■ Work instruction
Pull every line containing the word "lists" from the records.
☆ ☆ ☆ ☆ ☆
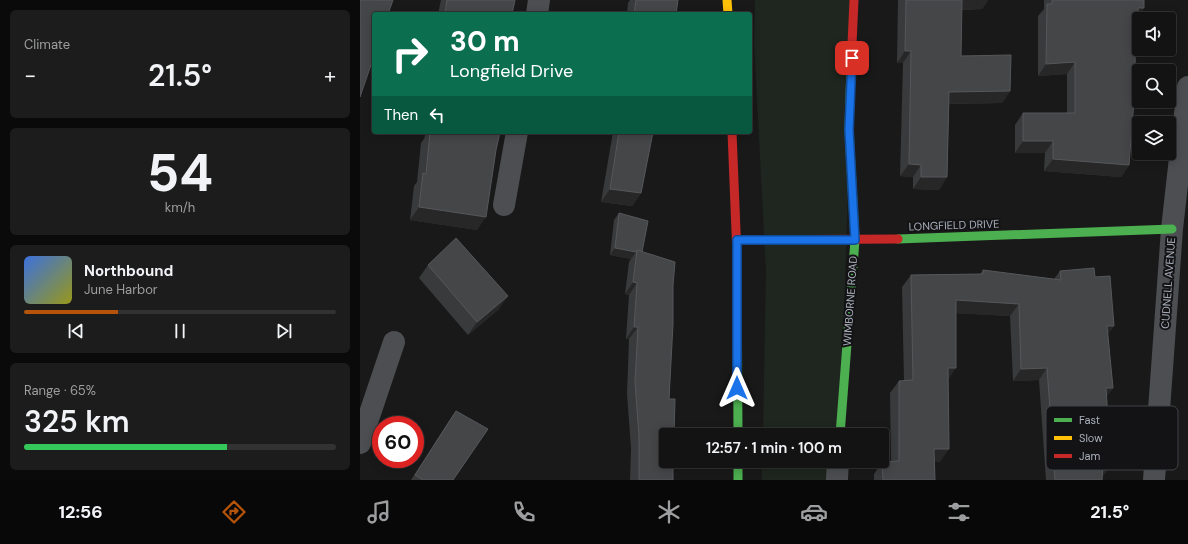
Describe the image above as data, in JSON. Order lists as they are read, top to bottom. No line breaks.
{"streets":{"street":["LONGFIELD DRIVE","CUDNELL AVENUE","WIMBORNE ROAD"]},"crossings":[["LONGFIELD DRIVE","CUDNELL AVENUE"],["LONGFIELD DRIVE","WIMBORNE ROAD"]],"legend":["Fast","Slow","Jam"],"page":{"tile":["Climate",["54","km/h"],["Range · 65%","325 km"]],"turn":["30 m","Longfield Drive"],"heat":["−","21.5°","+"],"then":"Then","song":["Northbound","June Harbor"],"limit":"60","trip":"12:57 · 1 min · 100 m","tabs":["12:56","21.5°"]}}
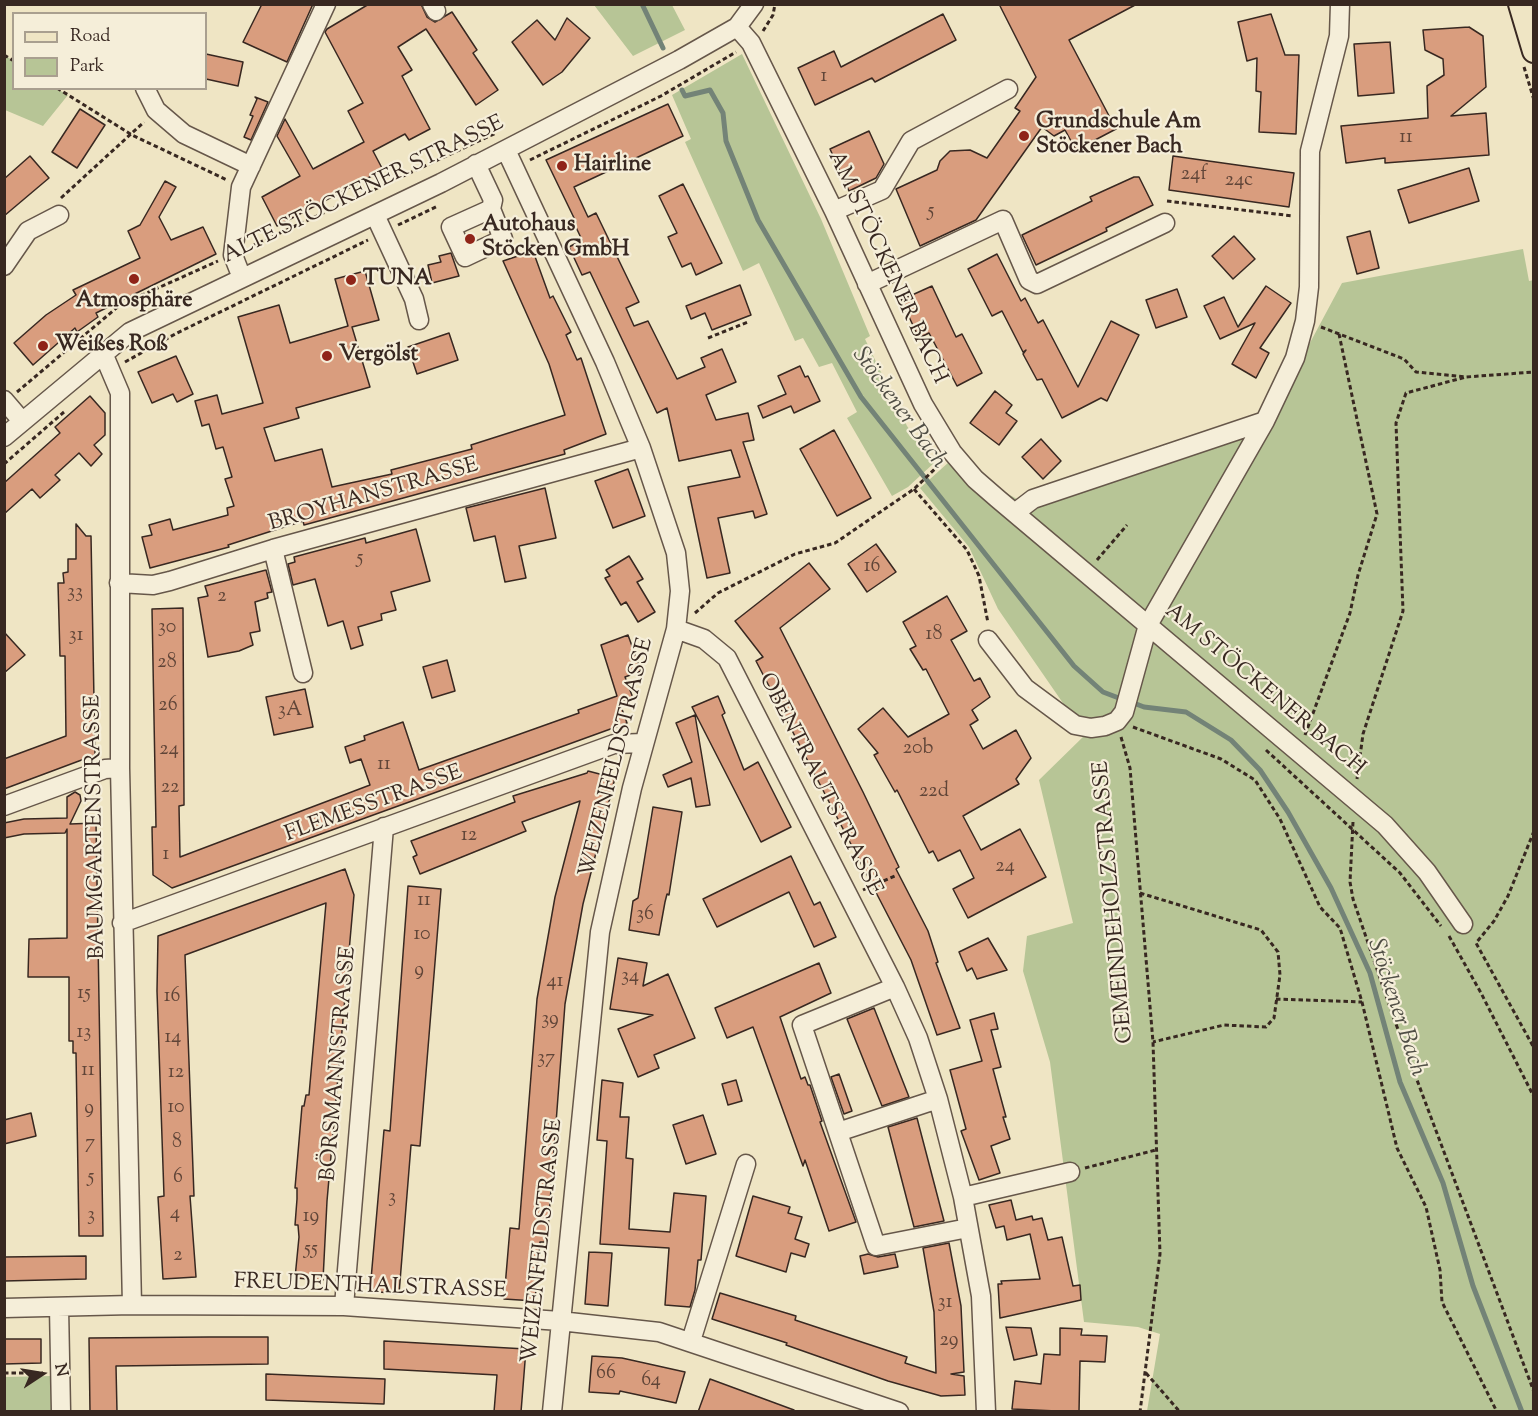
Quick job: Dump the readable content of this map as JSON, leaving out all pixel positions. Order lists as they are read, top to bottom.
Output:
{
  "streets": {
    "street": [
      "ALTE STÖCKENER STRASSE",
      "AM STÖCKENER BACH",
      "BROYHANSTRASSE",
      "WEIZENFELDSTRASSE",
      "OBENTRAUTSTRASSE",
      "FLEMESSTRASSE",
      "BAUMGARTENSTRASSE",
      "BÖRSMANNSTRASSE",
      "FREUDENTHALSTRASSE"
    ],
    "path": ["GEMEINDEHOLZSTRASSE"]
  },
  "crossings": [
    ["ALTE STÖCKENER STRASSE", "AM STÖCKENER BACH"],
    ["ALTE STÖCKENER STRASSE", "WEIZENFELDSTRASSE"],
    ["ALTE STÖCKENER STRASSE", "BAUMGARTENSTRASSE"],
    ["BROYHANSTRASSE", "WEIZENFELDSTRASSE"],
    ["BROYHANSTRASSE", "BAUMGARTENSTRASSE"],
    ["WEIZENFELDSTRASSE", "OBENTRAUTSTRASSE"],
    ["WEIZENFELDSTRASSE", "FLEMESSTRASSE"],
    ["WEIZENFELDSTRASSE", "FREUDENTHALSTRASSE"],
    ["FLEMESSTRASSE", "BAUMGARTENSTRASSE"],
    ["FLEMESSTRASSE", "BÖRSMANNSTRASSE"],
    ["BAUMGARTENSTRASSE", "FREUDENTHALSTRASSE"],
    ["BÖRSMANNSTRASSE", "FREUDENTHALSTRASSE"]
  ],
  "water": ["Stöckener Bach"],
  "places": [
    "Grundschule Am Stöckener Bach",
    "Hairline",
    "Autohaus Stöcken GmbH",
    "Atmosphäre",
    "TUNA",
    "Weißes Roß",
    "Vergölst"
  ],
  "house_numbers": [
    "1",
    "11",
    "24f",
    "24c",
    "5",
    "5",
    "16",
    "33",
    "2",
    "30",
    "18",
    "31",
    "28",
    "26",
    "3A",
    "20b",
    "24",
    "11",
    "22",
    "22d",
    "12",
    "1",
    "24",
    "11",
    "36",
    "10",
    "9",
    "34",
    "41",
    "15",
    "16",
    "39",
    "13",
    "14",
    "37",
    "11",
    "12",
    "10",
    "9",
    "8",
    "7",
    "5",
    "6",
    "3",
    "4",
    "3",
    "19",
    "55",
    "2",
    "31",
    "29",
    "66",
    "64"
  ],
  "legend": ["Road", "Park"],
  "north": "right"
}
☆ ☆ ☆ ☆ ☆
■ Written solution
Describe the image above as data, in JSON. Order lists as they are read, top to bottom. No line breaks.
Quick job: Dump the readable content of this map as JSON, leaving out all pixel positions. Order lists as they are read, top to bottom.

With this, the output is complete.